**What needs to be done:**
Give back all of the records exactly.
===
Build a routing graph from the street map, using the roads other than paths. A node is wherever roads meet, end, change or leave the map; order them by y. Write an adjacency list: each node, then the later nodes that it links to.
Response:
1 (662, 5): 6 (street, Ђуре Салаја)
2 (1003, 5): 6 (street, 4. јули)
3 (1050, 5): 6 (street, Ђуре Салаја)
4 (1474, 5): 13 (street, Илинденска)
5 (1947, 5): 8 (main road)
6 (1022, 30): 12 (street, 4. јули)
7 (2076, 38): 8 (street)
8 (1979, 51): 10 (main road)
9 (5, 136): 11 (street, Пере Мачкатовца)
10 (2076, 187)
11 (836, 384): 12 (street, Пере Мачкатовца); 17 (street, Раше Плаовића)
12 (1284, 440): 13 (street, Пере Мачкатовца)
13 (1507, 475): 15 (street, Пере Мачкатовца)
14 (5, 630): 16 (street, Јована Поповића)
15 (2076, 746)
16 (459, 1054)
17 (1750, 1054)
===
**Answer box:**
Build a routing graph from the street map, using the roads other than paths. A node is wherever roads meet, end, change or leave the map; order them by y. Write an adjacency list: each node, then the later nodes that it links to.
Response:
1 (662, 5): 6 (street, Ђуре Салаја)
2 (1003, 5): 6 (street, 4. јули)
3 (1050, 5): 6 (street, Ђуре Салаја)
4 (1474, 5): 13 (street, Илинденска)
5 (1947, 5): 8 (main road)
6 (1022, 30): 12 (street, 4. јули)
7 (2076, 38): 8 (street)
8 (1979, 51): 10 (main road)
9 (5, 136): 11 (street, Пере Мачкатовца)
10 (2076, 187)
11 (836, 384): 12 (street, Пере Мачкатовца); 17 (street, Раше Плаовића)
12 (1284, 440): 13 (street, Пере Мачкатовца)
13 (1507, 475): 15 (street, Пере Мачкатовца)
14 (5, 630): 16 (street, Јована Поповића)
15 (2076, 746)
16 (459, 1054)
17 (1750, 1054)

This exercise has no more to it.